*** Opening of Records provided ***

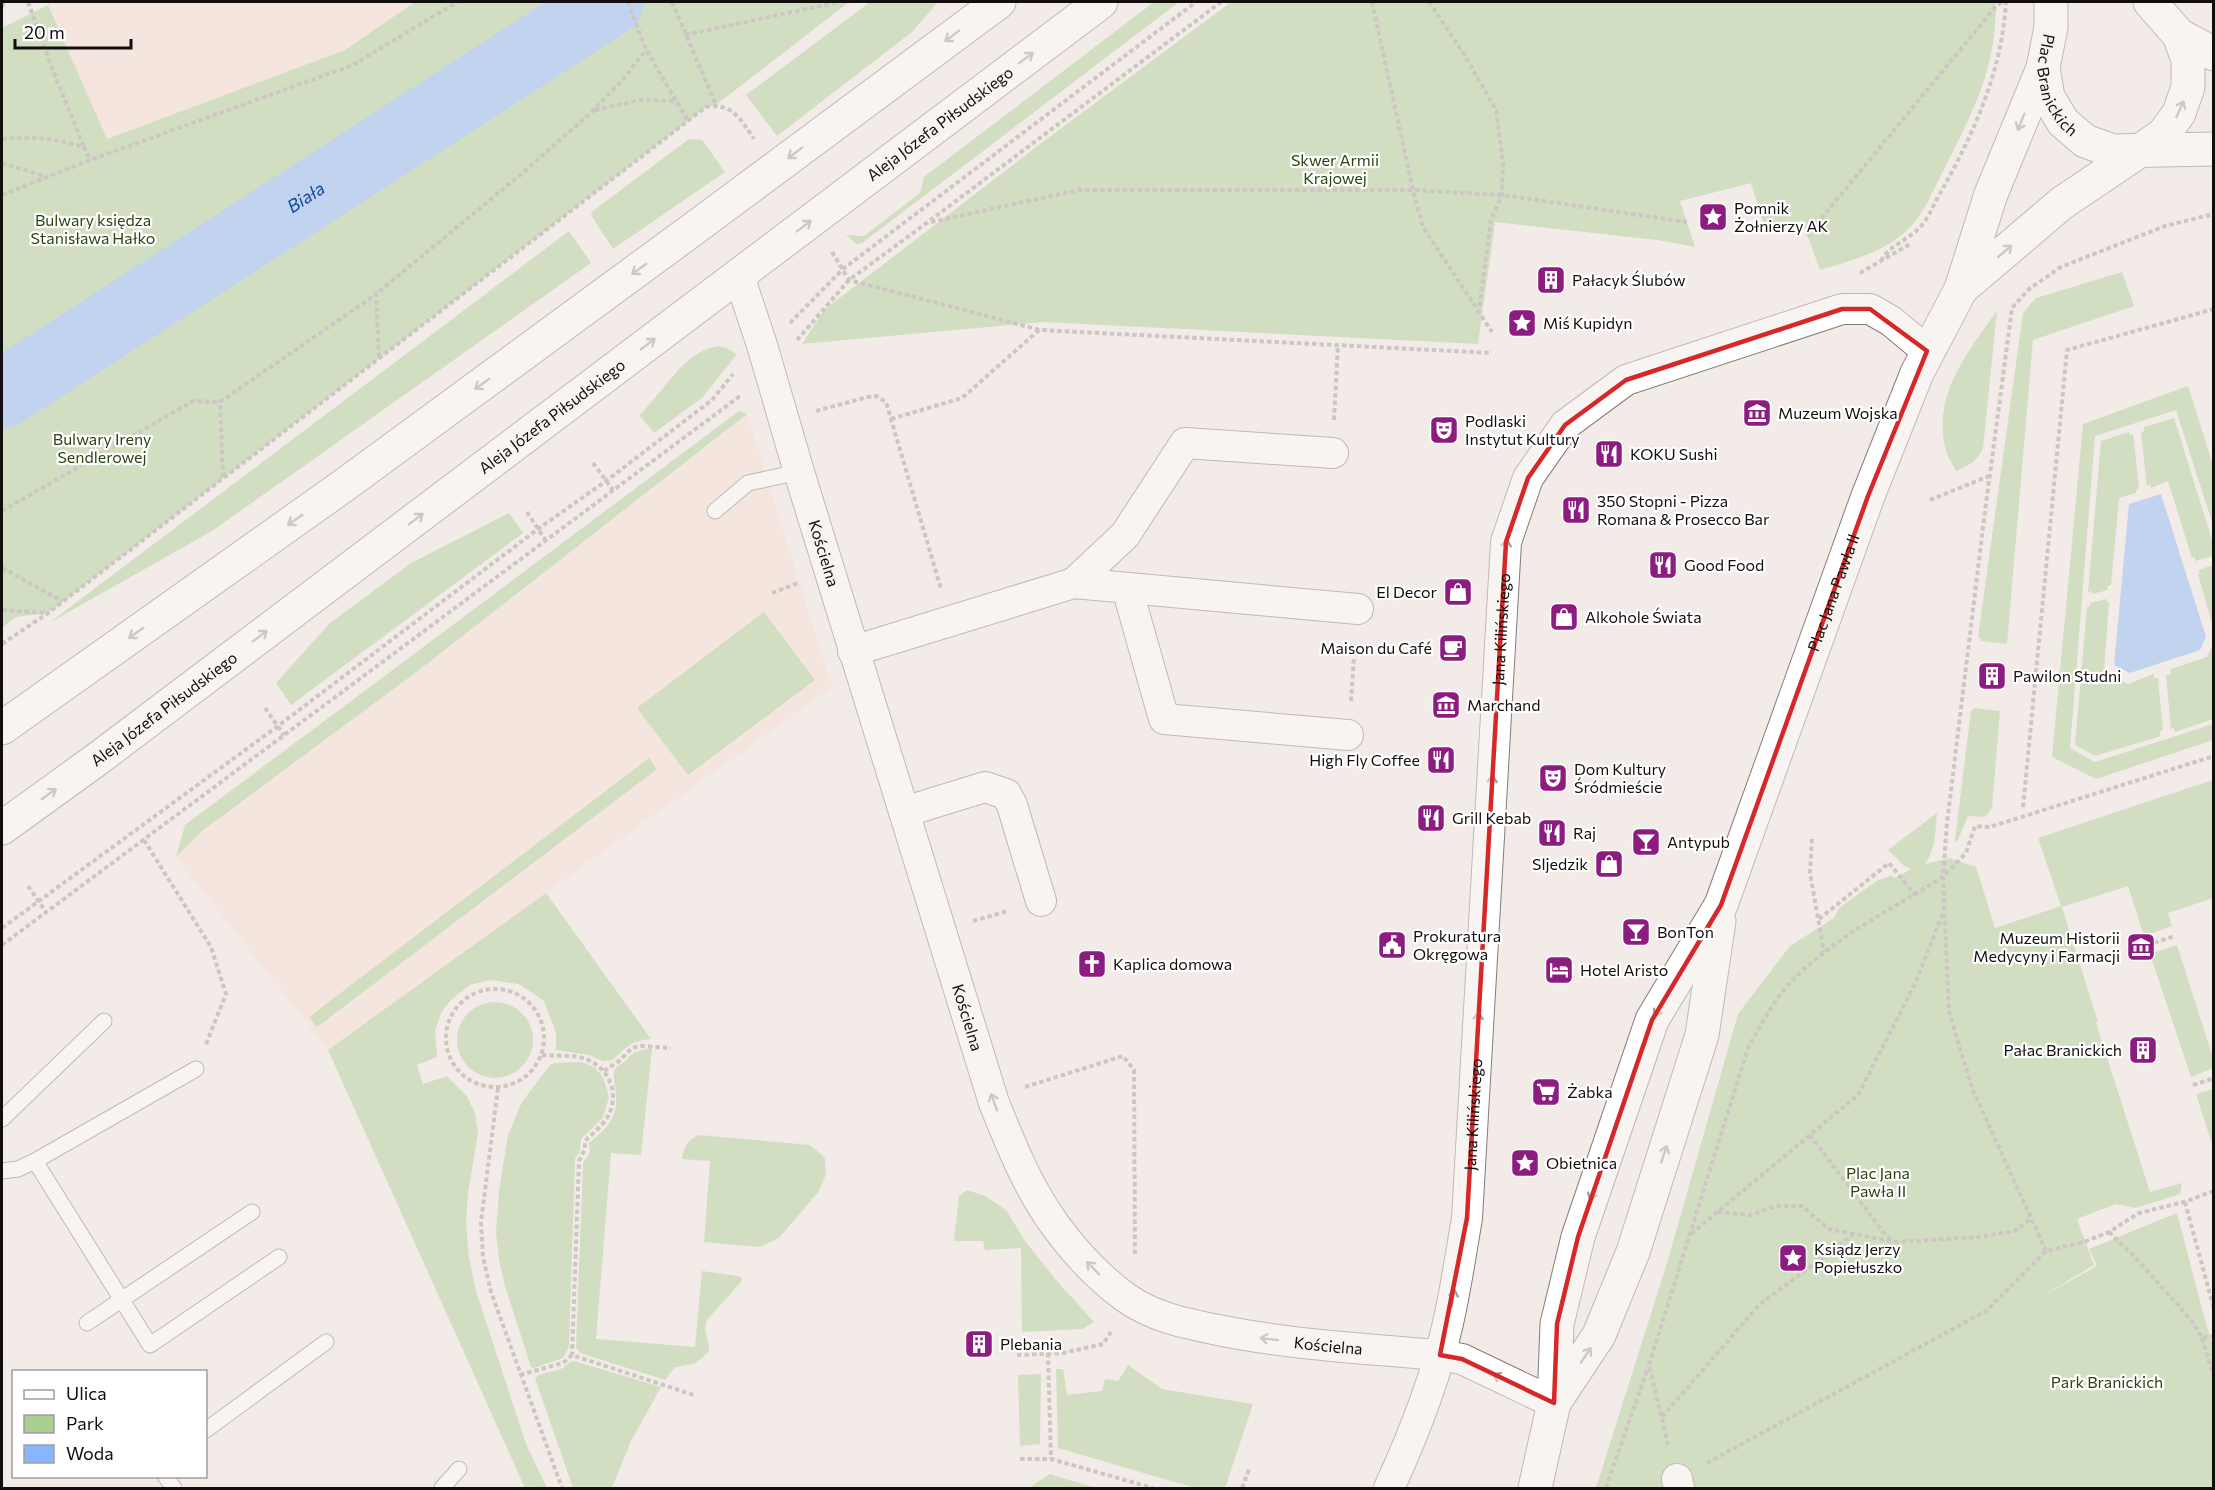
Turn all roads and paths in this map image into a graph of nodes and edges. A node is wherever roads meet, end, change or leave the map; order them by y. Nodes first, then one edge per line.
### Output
1 (4, 2) edge
2 (28, 2) edge
3 (457, 2) edge
4 (628, 2) edge
5 (672, 2) edge
6 (839, 2) edge
7 (999, 2) edge
8 (1101, 2) edge
9 (1196, 2) edge
10 (1221, 2) edge
11 (1372, 2) edge
12 (1429, 2) edge
13 (2004, 2) edge
14 (2051, 2) edge
15 (2150, 2) edge
16 (2, 7) edge
17 (685, 35) junction
18 (2179, 35) junction
19 (646, 50) junction
20 (2214, 54) edge
21 (2043, 68) junction
22 (676, 101) junction
23 (594, 110) junction
24 (688, 121) junction
25 (2, 139) edge
26 (84, 147) junction
27 (2214, 149) edge
28 (2141, 150) junction
29 (90, 160) junction
30 (2, 163) edge
31 (47, 177) junction
32 (1413, 190) junction
33 (2, 195) edge
34 (1502, 195) junction
35 (2214, 214) edge
36 (928, 222) junction
37 (1687, 222) dead end
38 (1807, 236) dead end
39 (1912, 243) dead end
40 (739, 276) junction
41 (849, 280) junction
42 (1961, 289) junction
43 (376, 294) junction
44 (2214, 309) edge
45 (1479, 311) junction
46 (1040, 330) junction
47 (1492, 332) dead end
48 (1338, 345) junction
49 (1927, 351) junction
50 (1492, 353) dead end
51 (379, 358) junction
52 (765, 358) junction
53 (220, 402) junction
54 (809, 413) dead end
55 (891, 419) junction
56 (1333, 453) joint
57 (593, 463) dead end
58 (799, 472) junction
59 (1989, 476) junction
60 (223, 477) junction
61 (606, 481) junction
62 (613, 490) junction
63 (1930, 500) dead end
64 (2, 511) edge
65 (715, 511) dead end
66 (527, 512) dead end
67 (538, 529) junction
68 (546, 541) junction
69 (2, 568) edge
70 (805, 582) dead end
71 (1074, 583) junction
72 (1126, 588) junction
73 (772, 593) dead end
74 (62, 601) junction
75 (1358, 609) joint
76 (2, 610) edge
77 (48, 613) junction
78 (950, 621) junction
79 (2, 644) edge
80 (854, 651) junction
81 (265, 708) dead end
82 (278, 726) junction
83 (2, 728) edge
84 (284, 735) junction
85 (1348, 735) joint
86 (2214, 756) edge
87 (2023, 807) dead end
88 (904, 812) junction
89 (2, 828) edge
90 (1812, 839) dead end
91 (144, 840) junction
92 (1943, 877) junction
93 (28, 886) dead end
94 (1915, 895) junction
95 (1041, 901) dead end
96 (39, 902) junction
97 (1721, 905) junction
98 (1944, 909) junction
99 (45, 912) junction
100 (988, 917) dead end
101 (1819, 919) junction
102 (968, 923) dead end
103 (2, 928) edge
104 (2175, 936) dead end
105 (2, 945) edge
106 (2147, 945) dead end
107 (1824, 952) junction
108 (104, 1021) dead end
109 (671, 1048) dead end
110 (542, 1054) junction
111 (196, 1069) joint
112 (604, 1071) junction
113 (2214, 1078) edge
114 (2193, 1085) dead end
115 (498, 1088) junction
116 (1019, 1089) dead end
117 (2, 1119) edge
118 (1810, 1135) junction
119 (35, 1161) junction
120 (2, 1171) edge
121 (2214, 1191) edge
122 (2184, 1202) junction
123 (252, 1212) dead end
124 (1718, 1212) junction
125 (2031, 1219) junction
126 (2109, 1232) junction
127 (1854, 1234) junction
128 (1690, 1235) junction
129 (1894, 1242) junction
130 (2046, 1251) junction
131 (1135, 1254) dead end
132 (279, 1257) dead end
133 (121, 1300) junction
134 (2214, 1308) edge
135 (87, 1323) dead end
136 (1111, 1332) dead end
137 (2214, 1336) edge
138 (2202, 1338) junction
139 (326, 1342) dead end
140 (1048, 1353) junction
141 (572, 1355) junction
142 (1017, 1355) dead end
143 (1440, 1355) junction
144 (1649, 1365) junction
145 (520, 1375) junction
146 (2214, 1377) edge
147 (694, 1395) dead end
148 (1554, 1403) junction
149 (1662, 1418) junction
150 (207, 1429) edge
151 (1051, 1459) junction
152 (1020, 1460) dead end
153 (1250, 1467) dead end
154 (459, 1469) dead end
155 (1678, 1484) edge
156 (442, 1488) edge
157 (562, 1488) edge
158 (1153, 1488) edge
159 (1242, 1488) edge
160 (1389, 1488) edge
161 (1535, 1488) edge
162 (1606, 1488) edge

1 - 16 path
2 - 26 path
3 - 29 path
4 - 19 path
5 - 17 path
6 - 17 path
7 -> 83 main road
40 -> 8 main road, Aleja Józefa Piłsudskiego
9 - 52 path
10 - 36 path
11 - 32 path
12 - 34 path
13 - 38 path
13 - 39 path
14 - 21 main road, Plac Branickich
15 - 18 main road
17 - 24 path
18 - 20 main road
28 -> 18 main road
19 - 22 path
19 - 23 path
21 - 28 main road, Plac Branickich
21 -> 42 main road, Plac Jana Pawła II
22 - 23 path
22 - 24 path
23 - 43 path
24 - 51 path
25 - 26 path
26 - 29 path
27 - 28 main road, Plac Branickich
42 -> 28 main road, Plac Jana Pawła II
29 - 31 path
30 - 31 path
31 - 33 path
32 - 34 path
32 - 36 path
32 - 45 path
34 - 37 path
34 - 45 path
35 - 59 path
36 - 41 path
40 - 52 street, Kościelna
89 -> 40 main road, Aleja Józefa Piłsudskiego
41 - 46 path
41 - 52 path
42 - 49 main road, Plac Jana Pawła II
43 - 51 path
43 - 53 path
44 - 87 path
45 - 47 path
46 - 48 path
46 - 55 path
48 - 50 path
48 - 56 path
49 - 97 main road, Plac Jana Pawła II
143 -> 49 street, Jana Kilińskiego
51 - 60 path
52 - 58 street, Kościelna
52 - 61 path
52 - 62 path
53 - 60 path
53 - 64 path
54 - 55 path
55 - 78 path
56 - 71 street
57 - 61 path
58 - 65 lane
58 - 80 street, Kościelna
59 - 63 path
59 - 92 path
60 - 74 path
61 - 62 path
61 - 67 path
62 - 68 path
66 - 67 path
67 - 68 path
67 - 82 path
68 - 84 path
69 - 74 path
70 - 73 path
71 - 72 street
71 - 78 street
72 - 75 street
72 - 85 street
74 - 77 path
75 - 85 path
76 - 77 path
77 - 79 path
78 - 80 street
80 - 88 street, Kościelna
81 - 82 path
82 - 84 path
82 - 96 path
84 - 91 path
86 - 92 path
88 - 95 street
143 -> 88 street, Kościelna
90 - 101 path
91 - 99 path
91 - 111 path
92 - 94 path
92 - 98 path
93 - 96 path
94 - 101 path
94 - 107 path
96 - 99 path
96 - 103 path
148 -> 97 main road, Plac Jana Pawła II
97 -> 148 main road, Plac Jana Pawła II
98 - 118 path
98 - 125 path
99 - 105 path
100 - 102 path
101 - 107 path
104 - 106 path
107 - 128 path
108 - 117 lane
109 - 112 path
110 - 112 path
110 - 115 path
110 - 115 path
111 - 119 lane
112 - 141 path
113 - 114 path
115 - 145 path
116 - 131 path
118 - 124 path
118 - 129 path
119 - 120 lane
119 - 133 lane
121 - 122 path
122 - 126 path
122 - 134 path
123 - 133 lane
124 - 127 path
124 - 128 path
125 - 129 path
125 - 130 path
126 - 130 path
126 - 138 path
127 - 129 path
127 - 149 path
128 - 144 path
130 - 155 path
132 - 133 lane
133 - 135 lane
136 - 140 path
137 - 138 path
138 - 146 path
139 - 150 lane
140 - 142 path
140 - 151 path
141 - 145 path
141 - 147 path
148 -> 143 street, Kościelna
143 - 160 street
144 - 149 path
144 - 162 path
145 - 157 path
148 - 161 main road, Plac Jana Pawła II
149 - 155 path
151 - 152 path
151 - 158 path
153 - 159 path
154 - 156 lane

*** Close of Records provided ***

> [To do] Write only the number of lines in the data above that include "Plac".

> [Exercise response] 10